#### [Action item]
Your answer should repeat every line of the records below in which the word "wherever" appears.

#### [Available data]
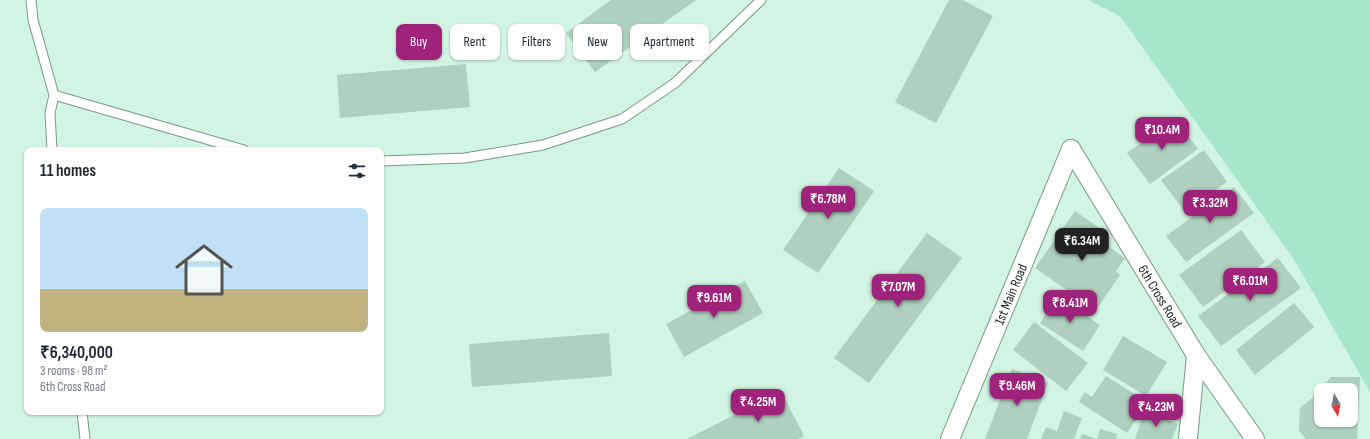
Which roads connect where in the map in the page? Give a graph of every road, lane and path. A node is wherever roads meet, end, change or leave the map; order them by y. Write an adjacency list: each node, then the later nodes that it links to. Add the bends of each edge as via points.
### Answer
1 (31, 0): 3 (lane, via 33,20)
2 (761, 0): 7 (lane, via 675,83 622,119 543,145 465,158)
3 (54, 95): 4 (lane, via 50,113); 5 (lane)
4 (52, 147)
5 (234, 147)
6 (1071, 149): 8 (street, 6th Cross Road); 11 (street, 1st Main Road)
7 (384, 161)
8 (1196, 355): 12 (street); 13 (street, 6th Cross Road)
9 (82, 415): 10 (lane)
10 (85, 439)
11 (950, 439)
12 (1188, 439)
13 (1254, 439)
* * *
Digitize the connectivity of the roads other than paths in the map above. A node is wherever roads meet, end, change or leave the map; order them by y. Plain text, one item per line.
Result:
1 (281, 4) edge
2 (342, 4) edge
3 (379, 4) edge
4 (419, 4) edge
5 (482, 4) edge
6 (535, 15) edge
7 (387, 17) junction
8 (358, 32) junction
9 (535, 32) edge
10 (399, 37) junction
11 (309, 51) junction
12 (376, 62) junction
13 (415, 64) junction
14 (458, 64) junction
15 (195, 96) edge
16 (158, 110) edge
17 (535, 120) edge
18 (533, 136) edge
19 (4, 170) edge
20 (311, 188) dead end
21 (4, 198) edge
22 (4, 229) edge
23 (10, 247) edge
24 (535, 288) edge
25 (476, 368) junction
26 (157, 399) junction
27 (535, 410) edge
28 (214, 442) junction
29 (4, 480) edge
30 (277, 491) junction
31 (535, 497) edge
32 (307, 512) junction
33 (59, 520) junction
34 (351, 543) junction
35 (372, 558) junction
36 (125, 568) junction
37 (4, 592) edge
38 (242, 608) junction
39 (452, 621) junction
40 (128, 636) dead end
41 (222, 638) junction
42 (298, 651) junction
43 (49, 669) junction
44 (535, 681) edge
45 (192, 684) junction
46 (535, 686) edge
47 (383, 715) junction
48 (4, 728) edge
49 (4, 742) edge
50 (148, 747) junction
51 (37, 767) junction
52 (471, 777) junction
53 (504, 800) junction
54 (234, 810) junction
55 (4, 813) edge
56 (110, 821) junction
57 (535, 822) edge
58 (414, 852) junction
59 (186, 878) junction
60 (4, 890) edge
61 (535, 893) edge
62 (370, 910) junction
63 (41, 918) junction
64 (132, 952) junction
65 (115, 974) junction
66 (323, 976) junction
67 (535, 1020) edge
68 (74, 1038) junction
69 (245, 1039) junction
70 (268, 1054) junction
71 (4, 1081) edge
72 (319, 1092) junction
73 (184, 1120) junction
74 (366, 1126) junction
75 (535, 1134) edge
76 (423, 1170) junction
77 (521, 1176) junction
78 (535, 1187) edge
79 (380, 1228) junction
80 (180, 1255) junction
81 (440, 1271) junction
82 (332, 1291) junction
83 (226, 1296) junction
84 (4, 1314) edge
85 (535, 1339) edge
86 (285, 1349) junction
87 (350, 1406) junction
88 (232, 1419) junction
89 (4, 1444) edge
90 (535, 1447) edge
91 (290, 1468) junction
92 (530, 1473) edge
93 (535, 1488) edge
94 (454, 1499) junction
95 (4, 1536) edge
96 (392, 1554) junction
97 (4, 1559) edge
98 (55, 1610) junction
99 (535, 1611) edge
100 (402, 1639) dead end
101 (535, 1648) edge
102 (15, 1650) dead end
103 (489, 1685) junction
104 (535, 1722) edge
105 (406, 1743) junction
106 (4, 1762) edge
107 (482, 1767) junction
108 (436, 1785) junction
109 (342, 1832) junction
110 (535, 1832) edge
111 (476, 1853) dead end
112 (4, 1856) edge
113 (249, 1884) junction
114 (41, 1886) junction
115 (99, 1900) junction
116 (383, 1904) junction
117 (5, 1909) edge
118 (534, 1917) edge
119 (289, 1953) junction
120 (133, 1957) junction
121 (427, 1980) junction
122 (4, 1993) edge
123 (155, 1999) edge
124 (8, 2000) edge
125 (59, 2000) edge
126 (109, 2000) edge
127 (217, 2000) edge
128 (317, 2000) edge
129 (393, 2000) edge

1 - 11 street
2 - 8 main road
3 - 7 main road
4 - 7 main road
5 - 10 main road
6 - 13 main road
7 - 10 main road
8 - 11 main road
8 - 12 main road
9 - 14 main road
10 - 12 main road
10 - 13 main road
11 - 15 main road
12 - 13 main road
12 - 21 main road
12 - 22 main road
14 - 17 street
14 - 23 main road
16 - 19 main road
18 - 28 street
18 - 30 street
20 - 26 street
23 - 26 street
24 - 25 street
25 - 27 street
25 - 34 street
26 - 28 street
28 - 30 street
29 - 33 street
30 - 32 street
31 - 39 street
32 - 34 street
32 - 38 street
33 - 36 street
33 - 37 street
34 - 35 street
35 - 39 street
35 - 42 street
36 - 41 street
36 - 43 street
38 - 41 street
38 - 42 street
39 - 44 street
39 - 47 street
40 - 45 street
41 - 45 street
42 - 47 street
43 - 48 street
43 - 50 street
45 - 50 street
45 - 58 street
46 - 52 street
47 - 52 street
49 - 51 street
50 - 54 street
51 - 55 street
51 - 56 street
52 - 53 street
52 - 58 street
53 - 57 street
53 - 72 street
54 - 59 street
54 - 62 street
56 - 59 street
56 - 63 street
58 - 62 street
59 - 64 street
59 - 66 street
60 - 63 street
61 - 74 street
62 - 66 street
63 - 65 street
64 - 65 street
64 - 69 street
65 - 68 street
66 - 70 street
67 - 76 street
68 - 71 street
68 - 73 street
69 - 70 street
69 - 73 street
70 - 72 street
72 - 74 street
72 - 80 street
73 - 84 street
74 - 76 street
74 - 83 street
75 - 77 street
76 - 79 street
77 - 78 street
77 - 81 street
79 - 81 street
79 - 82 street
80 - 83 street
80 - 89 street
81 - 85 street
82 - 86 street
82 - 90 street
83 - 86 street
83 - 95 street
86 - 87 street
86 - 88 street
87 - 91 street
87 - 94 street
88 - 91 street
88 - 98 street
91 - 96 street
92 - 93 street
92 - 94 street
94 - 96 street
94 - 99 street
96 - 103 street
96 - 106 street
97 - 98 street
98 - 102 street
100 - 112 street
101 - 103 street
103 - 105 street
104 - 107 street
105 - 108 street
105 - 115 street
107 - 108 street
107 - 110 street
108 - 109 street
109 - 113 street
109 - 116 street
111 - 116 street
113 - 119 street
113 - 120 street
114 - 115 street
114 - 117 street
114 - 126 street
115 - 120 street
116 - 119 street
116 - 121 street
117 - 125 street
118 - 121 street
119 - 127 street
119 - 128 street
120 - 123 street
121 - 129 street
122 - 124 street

#### [Your response]
Which roads connect where in the map in the page? Give a graph of every road, lane and path. A node is wherever roads meet, end, change or leave the map; order them by y. Write an adjacency list: each node, then the later nodes that it links to. Add the bends of each edge as via points.
Digitize the connectivity of the roads other than paths in the map above. A node is wherever roads meet, end, change or leave the map; order them by y. Plain text, one item per line.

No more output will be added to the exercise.